Stored data entries
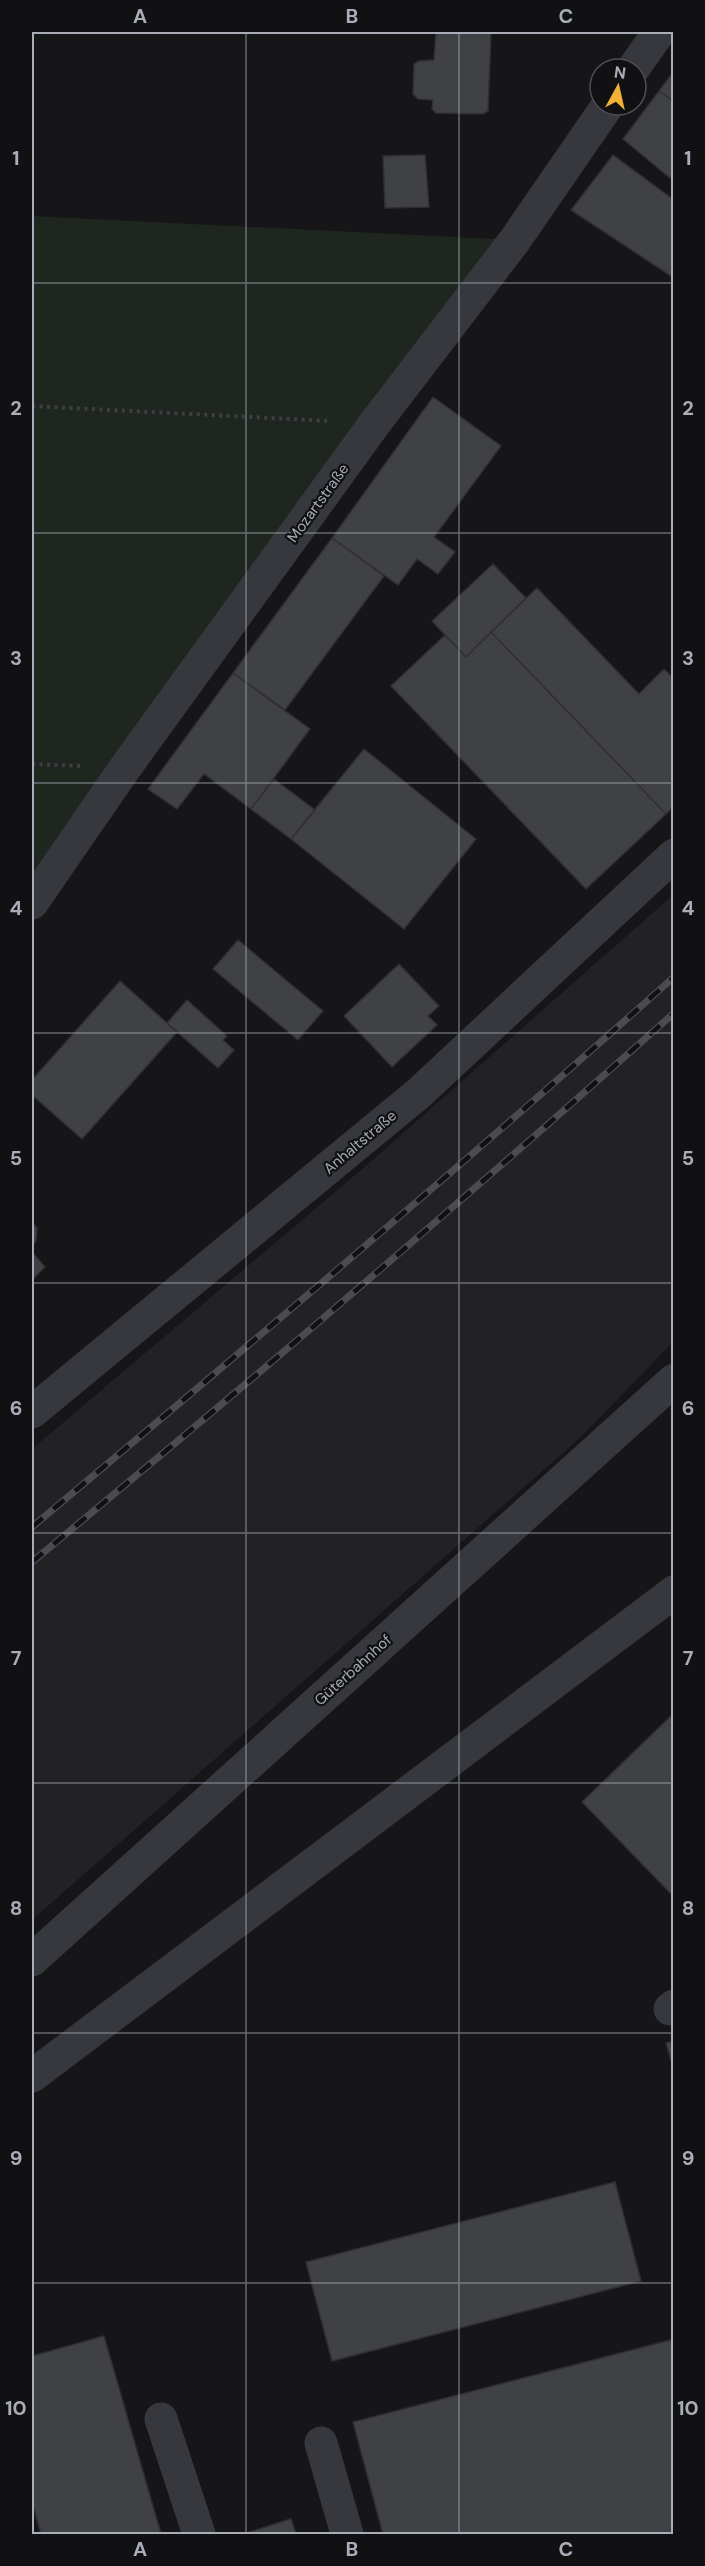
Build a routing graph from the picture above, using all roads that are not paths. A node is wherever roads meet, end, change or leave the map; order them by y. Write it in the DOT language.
graph roads {
  1 [pos="659,32"];
  2 [pos="641,57"];
  3 [pos="600,117"];
  4 [pos="674,855"];
  5 [pos="32,903"];
  6 [pos="674,1380"];
  7 [pos="34,1407"];
  8 [pos="674,1592"];
  9 [pos="32,1960"];
  10 [pos="32,2076"];
  11 [pos="161,2419"];
  12 [pos="321,2443"];
  13 [pos="199,2535"];
  14 [pos="347,2535"];
  1 -- 2 [label="street"];
  3 -- 5 [label="street, Mozartstraße"];
  4 -- 7 [label="street, Anhaltstraße"];
  6 -- 9 [label="street, Güterbahnhof"];
  8 -- 10 [label="street"];
  11 -- 13 [label="street"];
  12 -- 14 [label="street"];
}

What you are asked to do
Would you please repeat the entries above verbatim, excluding each picture?

Answer area
Build a routing graph from the picture above, using all roads that are not paths. A node is wherever roads meet, end, change or leave the map; order them by y. Write it in the DOT language.
graph roads {
  1 [pos="659,32"];
  2 [pos="641,57"];
  3 [pos="600,117"];
  4 [pos="674,855"];
  5 [pos="32,903"];
  6 [pos="674,1380"];
  7 [pos="34,1407"];
  8 [pos="674,1592"];
  9 [pos="32,1960"];
  10 [pos="32,2076"];
  11 [pos="161,2419"];
  12 [pos="321,2443"];
  13 [pos="199,2535"];
  14 [pos="347,2535"];
  1 -- 2 [label="street"];
  3 -- 5 [label="street, Mozartstraße"];
  4 -- 7 [label="street, Anhaltstraße"];
  6 -- 9 [label="street, Güterbahnhof"];
  8 -- 10 [label="street"];
  11 -- 13 [label="street"];
  12 -- 14 [label="street"];
}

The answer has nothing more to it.